*** Opening INPUT DATA ***

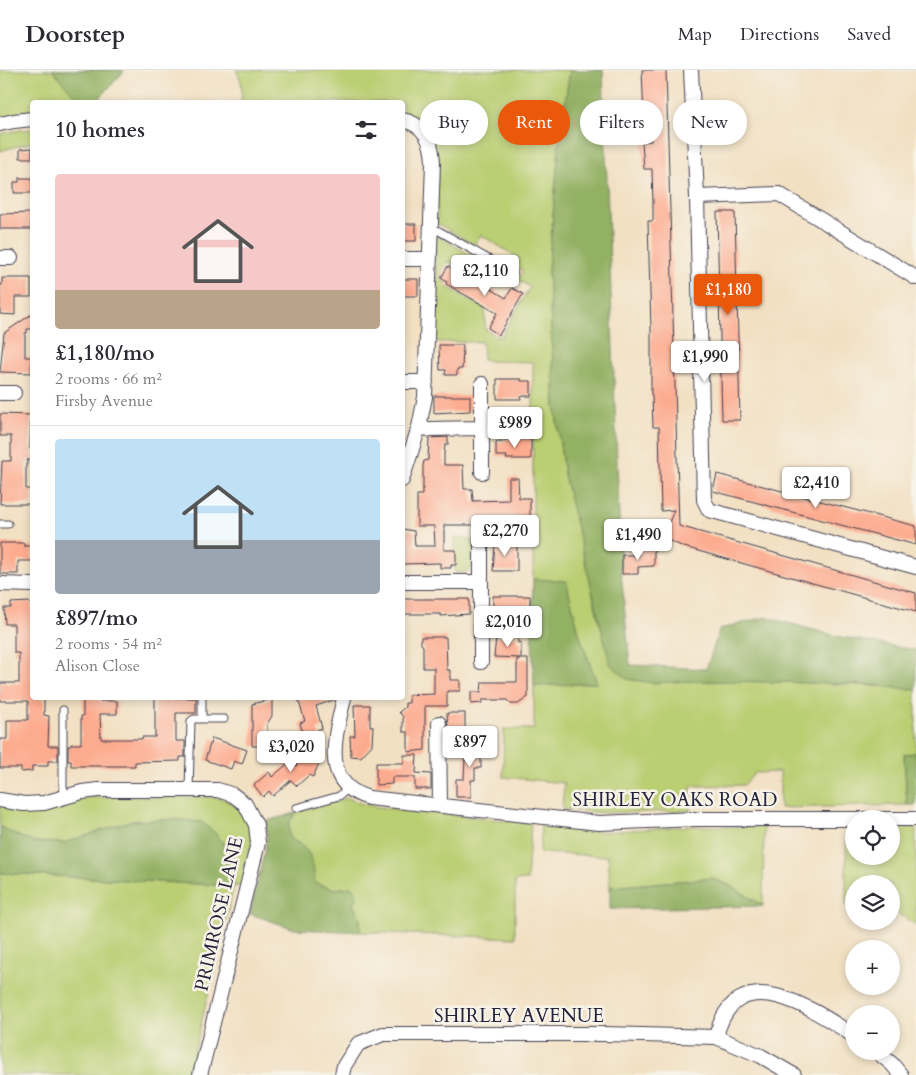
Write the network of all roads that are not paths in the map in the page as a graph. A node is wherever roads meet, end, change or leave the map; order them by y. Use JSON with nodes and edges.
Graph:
{"nodes":[{"id":1,"x":691,"y":70,"type":"edge"},
{"id":2,"x":30,"y":119,"type":"edge"},
{"id":3,"x":405,"y":121,"type":"edge"},
{"id":4,"x":0,"y":124,"type":"edge"},
{"id":5,"x":697,"y":197,"type":"junction"},
{"id":6,"x":431,"y":229,"type":"junction"},
{"id":7,"x":405,"y":259,"type":"edge"},
{"id":8,"x":430,"y":259,"type":"junction"},
{"id":9,"x":513,"y":273,"type":"dead end"},
{"id":10,"x":916,"y":278,"type":"edge"},
{"id":11,"x":405,"y":382,"type":"edge"},
{"id":12,"x":426,"y":382,"type":"junction"},
{"id":13,"x":482,"y":384,"type":"dead end"},
{"id":14,"x":420,"y":427,"type":"junction"},
{"id":15,"x":482,"y":428,"type":"junction"},
{"id":16,"x":405,"y":471,"type":"edge"},
{"id":17,"x":482,"y":472,"type":"dead end"},
{"id":18,"x":0,"y":524,"type":"edge"},
{"id":19,"x":8,"y":524,"type":"dead end"},
{"id":20,"x":518,"y":534,"type":"dead end"},
{"id":21,"x":916,"y":567,"type":"edge"},
{"id":22,"x":405,"y":582,"type":"edge"},
{"id":23,"x":481,"y":582,"type":"junction"},
{"id":24,"x":0,"y":584,"type":"edge"},
{"id":25,"x":30,"y":585,"type":"edge"},
{"id":26,"x":481,"y":662,"type":"dead end"},
{"id":27,"x":202,"y":700,"type":"edge"},
{"id":28,"x":344,"y":700,"type":"edge"},
{"id":29,"x":63,"y":710,"type":"dead end"},
{"id":30,"x":202,"y":719,"type":"junction"},
{"id":31,"x":224,"y":719,"type":"dead end"},
{"id":32,"x":439,"y":723,"type":"dead end"},
{"id":33,"x":349,"y":788,"type":"junction"},
{"id":34,"x":189,"y":790,"type":"junction"},
{"id":35,"x":65,"y":797,"type":"junction"},
{"id":36,"x":0,"y":800,"type":"edge"},
{"id":37,"x":440,"y":806,"type":"junction"},
{"id":38,"x":296,"y":808,"type":"dead end"},
{"id":39,"x":916,"y":819,"type":"edge"},
{"id":40,"x":845,"y":1031,"type":"edge"},
{"id":41,"x":716,"y":1037,"type":"junction"},
{"id":42,"x":887,"y":1060,"type":"edge"},
{"id":43,"x":200,"y":1075,"type":"edge"},
{"id":44,"x":342,"y":1075,"type":"edge"},
{"id":45,"x":794,"y":1075,"type":"edge"},
{"id":46,"x":901,"y":1075,"type":"edge"}],
"edges":[{"from":1,"to":5,"type":"street"},
{"from":2,"to":4,"type":"street"},
{"from":3,"to":6,"type":"street"},
{"from":5,"to":10,"type":"street"},
{"from":5,"to":21,"type":"street"},
{"from":6,"to":8,"type":"street"},
{"from":6,"to":9,"type":"lane"},
{"from":7,"to":8,"type":"street"},
{"from":8,"to":12,"type":"street"},
{"from":11,"to":12,"type":"street"},
{"from":12,"to":14,"type":"street"},
{"from":13,"to":15,"type":"street"},
{"from":14,"to":15,"type":"street"},
{"from":14,"to":16,"type":"street"},
{"from":15,"to":17,"type":"street"},
{"from":18,"to":19,"type":"lane"},
{"from":20,"to":23,"type":"street"},
{"from":22,"to":23,"type":"street"},
{"from":23,"to":26,"type":"street"},
{"from":24,"to":25,"type":"street"},
{"from":27,"to":30,"type":"lane"},
{"from":28,"to":33,"type":"street"},
{"from":29,"to":35,"type":"lane"},
{"from":30,"to":31,"type":"lane"},
{"from":30,"to":34,"type":"lane"},
{"from":32,"to":37,"type":"street"},
{"from":33,"to":37,"type":"street","name":"SHIRLEY OAKS ROAD"},
{"from":33,"to":38,"type":"lane"},
{"from":34,"to":35,"type":"street","name":"PRIMROSE LANE"},
{"from":34,"to":43,"type":"street","name":"PRIMROSE LANE"},
{"from":35,"to":36,"type":"street","name":"PRIMROSE LANE"},
{"from":37,"to":39,"type":"street","name":"SHIRLEY OAKS ROAD"},
{"from":40,"to":41,"type":"street"},
{"from":41,"to":44,"type":"street","name":"SHIRLEY AVENUE"},
{"from":41,"to":45,"type":"street","name":"SHIRLEY AVENUE"},
{"from":42,"to":46,"type":"street"}]}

*** Closing INPUT DATA ***

TASK TO CARRY OUT =
Return an exact copy of the data above, apart from any pictures.

ANSWER TO THE PROBLEM =
Write the network of all roads that are not paths in the map in the page as a graph. A node is wherever roads meet, end, change or leave the map; order them by y. Use JSON with nodes and edges.
Graph:
{"nodes":[{"id":1,"x":691,"y":70,"type":"edge"},
{"id":2,"x":30,"y":119,"type":"edge"},
{"id":3,"x":405,"y":121,"type":"edge"},
{"id":4,"x":0,"y":124,"type":"edge"},
{"id":5,"x":697,"y":197,"type":"junction"},
{"id":6,"x":431,"y":229,"type":"junction"},
{"id":7,"x":405,"y":259,"type":"edge"},
{"id":8,"x":430,"y":259,"type":"junction"},
{"id":9,"x":513,"y":273,"type":"dead end"},
{"id":10,"x":916,"y":278,"type":"edge"},
{"id":11,"x":405,"y":382,"type":"edge"},
{"id":12,"x":426,"y":382,"type":"junction"},
{"id":13,"x":482,"y":384,"type":"dead end"},
{"id":14,"x":420,"y":427,"type":"junction"},
{"id":15,"x":482,"y":428,"type":"junction"},
{"id":16,"x":405,"y":471,"type":"edge"},
{"id":17,"x":482,"y":472,"type":"dead end"},
{"id":18,"x":0,"y":524,"type":"edge"},
{"id":19,"x":8,"y":524,"type":"dead end"},
{"id":20,"x":518,"y":534,"type":"dead end"},
{"id":21,"x":916,"y":567,"type":"edge"},
{"id":22,"x":405,"y":582,"type":"edge"},
{"id":23,"x":481,"y":582,"type":"junction"},
{"id":24,"x":0,"y":584,"type":"edge"},
{"id":25,"x":30,"y":585,"type":"edge"},
{"id":26,"x":481,"y":662,"type":"dead end"},
{"id":27,"x":202,"y":700,"type":"edge"},
{"id":28,"x":344,"y":700,"type":"edge"},
{"id":29,"x":63,"y":710,"type":"dead end"},
{"id":30,"x":202,"y":719,"type":"junction"},
{"id":31,"x":224,"y":719,"type":"dead end"},
{"id":32,"x":439,"y":723,"type":"dead end"},
{"id":33,"x":349,"y":788,"type":"junction"},
{"id":34,"x":189,"y":790,"type":"junction"},
{"id":35,"x":65,"y":797,"type":"junction"},
{"id":36,"x":0,"y":800,"type":"edge"},
{"id":37,"x":440,"y":806,"type":"junction"},
{"id":38,"x":296,"y":808,"type":"dead end"},
{"id":39,"x":916,"y":819,"type":"edge"},
{"id":40,"x":845,"y":1031,"type":"edge"},
{"id":41,"x":716,"y":1037,"type":"junction"},
{"id":42,"x":887,"y":1060,"type":"edge"},
{"id":43,"x":200,"y":1075,"type":"edge"},
{"id":44,"x":342,"y":1075,"type":"edge"},
{"id":45,"x":794,"y":1075,"type":"edge"},
{"id":46,"x":901,"y":1075,"type":"edge"}],
"edges":[{"from":1,"to":5,"type":"street"},
{"from":2,"to":4,"type":"street"},
{"from":3,"to":6,"type":"street"},
{"from":5,"to":10,"type":"street"},
{"from":5,"to":21,"type":"street"},
{"from":6,"to":8,"type":"street"},
{"from":6,"to":9,"type":"lane"},
{"from":7,"to":8,"type":"street"},
{"from":8,"to":12,"type":"street"},
{"from":11,"to":12,"type":"street"},
{"from":12,"to":14,"type":"street"},
{"from":13,"to":15,"type":"street"},
{"from":14,"to":15,"type":"street"},
{"from":14,"to":16,"type":"street"},
{"from":15,"to":17,"type":"street"},
{"from":18,"to":19,"type":"lane"},
{"from":20,"to":23,"type":"street"},
{"from":22,"to":23,"type":"street"},
{"from":23,"to":26,"type":"street"},
{"from":24,"to":25,"type":"street"},
{"from":27,"to":30,"type":"lane"},
{"from":28,"to":33,"type":"street"},
{"from":29,"to":35,"type":"lane"},
{"from":30,"to":31,"type":"lane"},
{"from":30,"to":34,"type":"lane"},
{"from":32,"to":37,"type":"street"},
{"from":33,"to":37,"type":"street","name":"SHIRLEY OAKS ROAD"},
{"from":33,"to":38,"type":"lane"},
{"from":34,"to":35,"type":"street","name":"PRIMROSE LANE"},
{"from":34,"to":43,"type":"street","name":"PRIMROSE LANE"},
{"from":35,"to":36,"type":"street","name":"PRIMROSE LANE"},
{"from":37,"to":39,"type":"street","name":"SHIRLEY OAKS ROAD"},
{"from":40,"to":41,"type":"street"},
{"from":41,"to":44,"type":"street","name":"SHIRLEY AVENUE"},
{"from":41,"to":45,"type":"street","name":"SHIRLEY AVENUE"},
{"from":42,"to":46,"type":"street"}]}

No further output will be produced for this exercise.